- [What you are asked to do] Within the data that follows, tally every line containing "name". Provide only the tally.

- [Data for analysis]
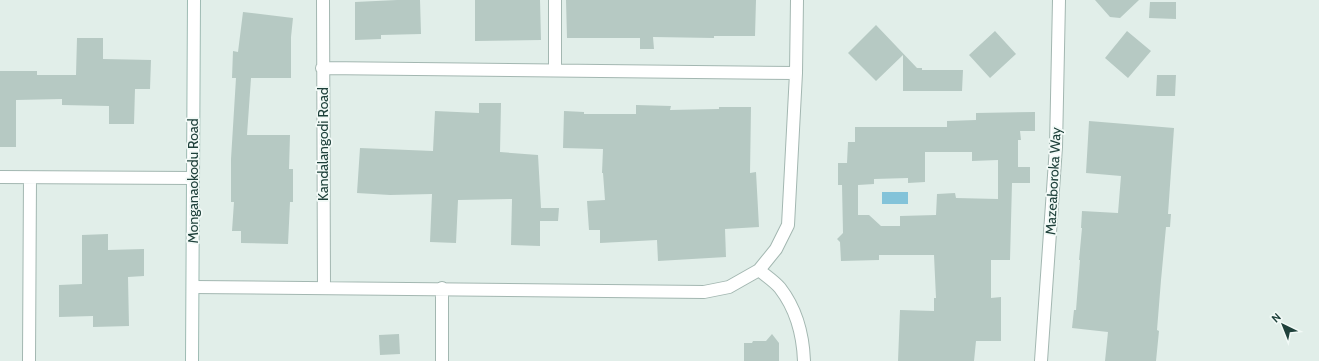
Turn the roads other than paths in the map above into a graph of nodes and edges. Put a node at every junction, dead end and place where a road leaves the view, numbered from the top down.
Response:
1 (194, 0) edge
2 (323, 0) edge
3 (555, 0) edge
4 (797, 0) edge
5 (1059, 0) edge
6 (322, 68) junction
7 (555, 70) junction
8 (796, 73) junction
9 (0, 177) edge
10 (30, 178) junction
11 (193, 178) junction
12 (759, 270) junction
13 (193, 287) junction
14 (324, 288) junction
15 (442, 288) junction
16 (28, 361) edge
17 (192, 361) edge
18 (442, 361) edge
19 (804, 361) edge
20 (1041, 361) edge

1 - 11 street, Monganaokodu Road
2 - 6 street, Kandalangodi Road
3 - 7 street
4 - 8 street
5 - 20 street, Mazeaboroka Way
6 - 7 street
6 - 14 street, Kandalangodi Road
7 - 8 street
8 - 12 street
9 - 10 street
10 - 11 street
10 - 16 street
11 - 13 street, Monganaokodu Road
12 - 15 street
12 - 19 street
13 - 14 street
13 - 17 street, Monganaokodu Road
14 - 15 street
15 - 18 street

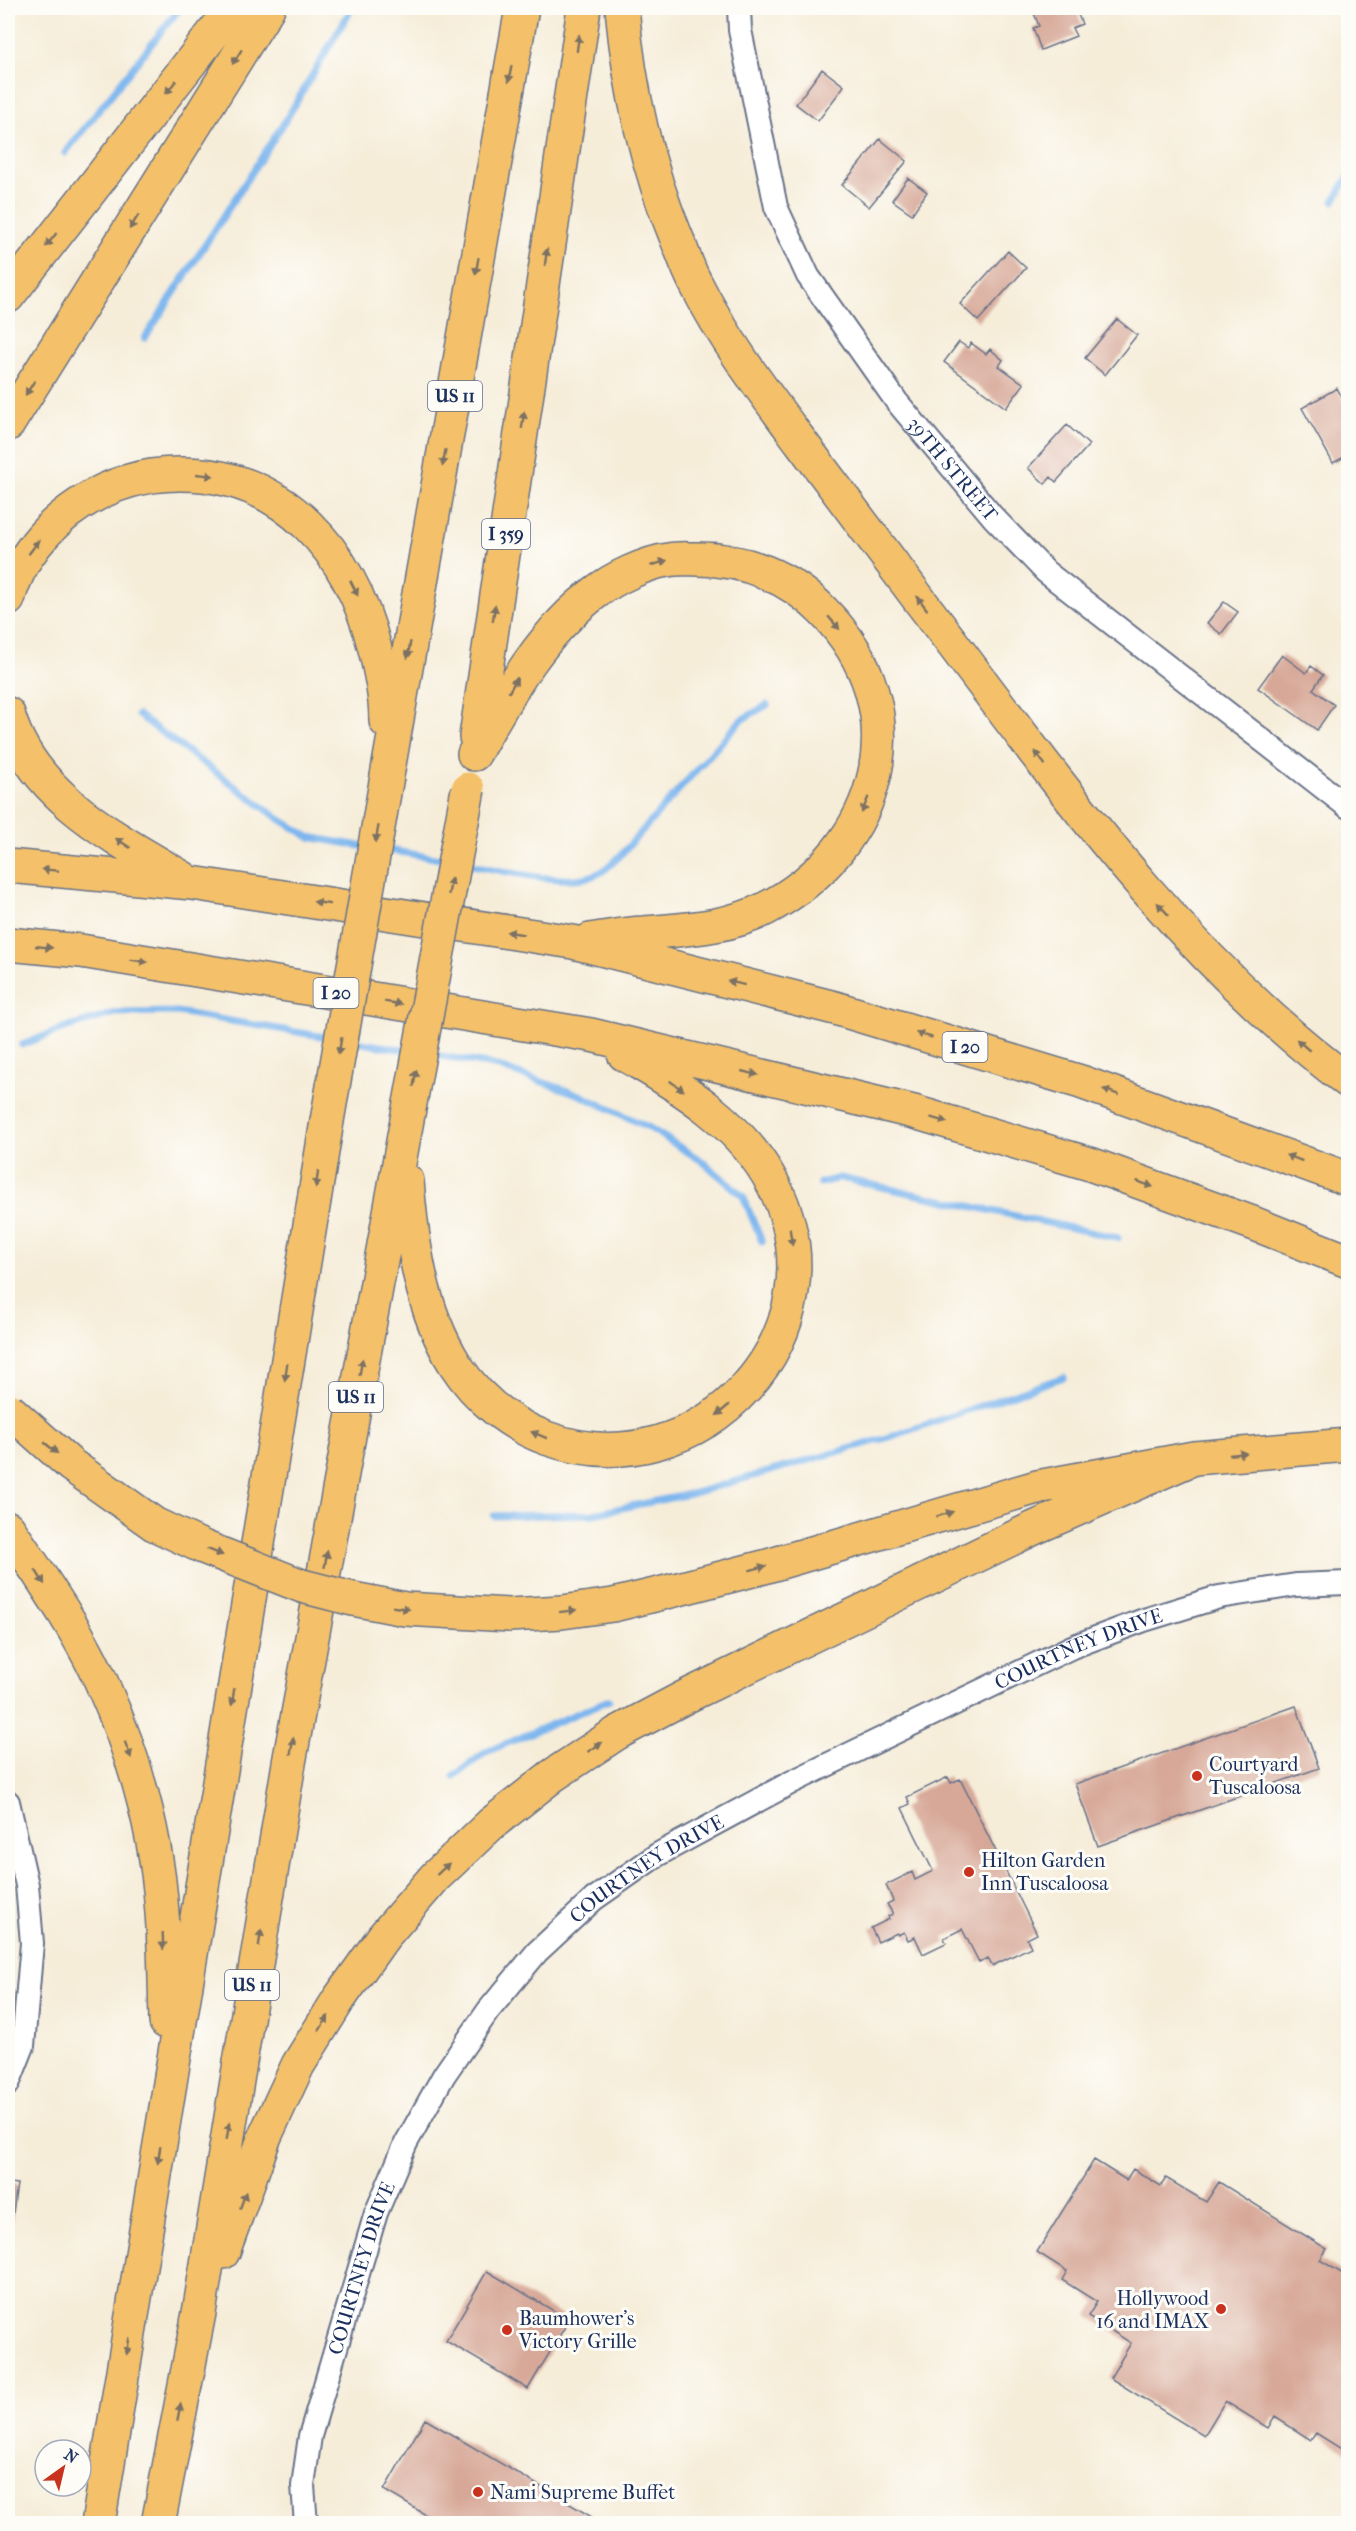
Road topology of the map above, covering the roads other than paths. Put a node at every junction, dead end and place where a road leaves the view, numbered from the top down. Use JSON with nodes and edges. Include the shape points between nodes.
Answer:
{"nodes":[{"id":1,"x":233,"y":8,"type":"edge"},
{"id":2,"x":268,"y":8,"type":"edge"},
{"id":3,"x":522,"y":8,"type":"edge"},
{"id":4,"x":584,"y":8,"type":"edge"},
{"id":5,"x":622,"y":8,"type":"edge"},
{"id":6,"x":739,"y":8,"type":"edge"},
{"id":7,"x":8,"y":296,"type":"edge"},
{"id":8,"x":8,"y":424,"type":"edge"},
{"id":9,"x":8,"y":599,"type":"edge"},
{"id":10,"x":8,"y":714,"type":"edge"},
{"id":11,"x":474,"y":754,"type":"junction"},
{"id":12,"x":387,"y":776,"type":"junction"},
{"id":13,"x":1348,"y":807,"type":"edge"},
{"id":14,"x":8,"y":866,"type":"edge"},
{"id":15,"x":192,"y":883,"type":"junction"},
{"id":16,"x":573,"y":942,"type":"junction"},
{"id":17,"x":8,"y":944,"type":"edge"},
{"id":18,"x":591,"y":1035,"type":"junction"},
{"id":19,"x":1348,"y":1081,"type":"edge"},
{"id":20,"x":404,"y":1136,"type":"junction"},
{"id":21,"x":1348,"y":1179,"type":"edge"},
{"id":22,"x":1348,"y":1261,"type":"edge"},
{"id":23,"x":8,"y":1409,"type":"edge"},
{"id":24,"x":1348,"y":1445,"type":"edge"},
{"id":25,"x":1194,"y":1458,"type":"junction"},
{"id":26,"x":8,"y":1528,"type":"edge"},
{"id":27,"x":1348,"y":1583,"type":"edge"},
{"id":28,"x":8,"y":1802,"type":"edge"},
{"id":29,"x":8,"y":2084,"type":"edge"},
{"id":30,"x":169,"y":2097,"type":"junction"},
{"id":31,"x":199,"y":2313,"type":"junction"},
{"id":32,"x":98,"y":2523,"type":"edge"},
{"id":33,"x":158,"y":2523,"type":"edge"},
{"id":34,"x":306,"y":2523,"type":"edge"}],
"edges":[{"from":1,"to":7,"type":"highway","one_way":true},
{"from":2,"to":8,"type":"highway","one_way":true},
{"from":3,"to":12,"type":"highway","number":"US 11","one_way":true},
{"from":11,"to":4,"type":"highway","number":"I 359","one_way":true},
{"from":19,"to":5,"type":"highway","one_way":true,"via":[[1209,958],[1105,843],[732,348],[693,280],[664,207],[641,132],[626,57]]},
{"from":6,"to":13,"type":"street","name":"39TH STREET","via":[[748,75],[776,207],[808,276],[897,402],[993,517],[1046,572]]},
{"from":9,"to":12,"type":"highway","one_way":true,"via":[[33,547],[52,525],[93,496],[125,482],[166,474],[217,476],[242,483],[286,506],[306,523],[331,550],[355,588],[371,633],[386,702]]},
{"from":15,"to":10,"type":"highway","one_way":true,"via":[[104,830],[68,802],[33,764]]},
{"from":11,"to":16,"type":"highway","one_way":true,"via":[[520,673],[577,607],[620,577],[668,560],[720,559],[746,565],[793,586],[814,602],[849,641],[862,663],[877,714],[879,738],[874,774],[857,824],[815,877],[763,910],[730,921],[695,929]]},
{"from":20,"to":11,"type":"highway","number":"I 359","one_way":true,"bridge":true},
{"from":12,"to":30,"type":"highway","number":"US 11","one_way":true,"bridge":true,"via":[[327,1121]]},
{"from":15,"to":14,"type":"highway","number":"I 20","one_way":true},
{"from":16,"to":15,"type":"highway","number":"I 20","one_way":true},
{"from":21,"to":16,"type":"highway","number":"I 20","one_way":true,"via":[[1081,1082],[835,1008]]},
{"from":17,"to":18,"type":"highway","number":"I 20","one_way":true,"via":[[81,951]]},
{"from":18,"to":20,"type":"highway","one_way":true,"via":[[701,1102],[752,1152],[772,1182],[787,1216],[794,1275],[783,1330],[746,1389],[720,1413],[690,1431],[636,1449],[583,1448],[533,1433],[509,1420],[470,1386],[443,1341],[417,1268]]},
{"from":18,"to":22,"type":"highway","number":"I 20","one_way":true,"via":[[914,1112],[1090,1164]]},
{"from":31,"to":20,"type":"highway","number":"US 11","one_way":true,"via":[[288,1763]]},
{"from":23,"to":25,"type":"highway","one_way":true,"bridge":true,"via":[[71,1465],[154,1524],[203,1547],[302,1586],[353,1599],[405,1609],[509,1615],[613,1605],[764,1567],[1037,1487]]},
{"from":25,"to":24,"type":"highway","one_way":true},
{"from":31,"to":25,"type":"highway","one_way":true,"via":[[265,2136],[298,2065],[384,1936],[435,1877],[491,1824],[617,1733],[685,1697],[1034,1528]]},
{"from":26,"to":30,"type":"highway","one_way":true,"via":[[104,1687],[132,1759],[151,1835],[162,1911]]},
{"from":27,"to":34,"type":"street","name":"COURTNEY DRIVE","via":[[1296,1585],[1219,1598],[1072,1647],[792,1782],[657,1855],[594,1899],[537,1952],[488,2011],[444,2075],[406,2143],[376,2213],[310,2436],[303,2486]]},
{"from":28,"to":29,"type":"street","via":[[27,1885],[32,1943],[23,2046]]},
{"from":30,"to":32,"type":"highway","number":"US 11","one_way":true},
{"from":33,"to":31,"type":"highway","number":"US 11","one_way":true}]}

- [Solution for this task] 2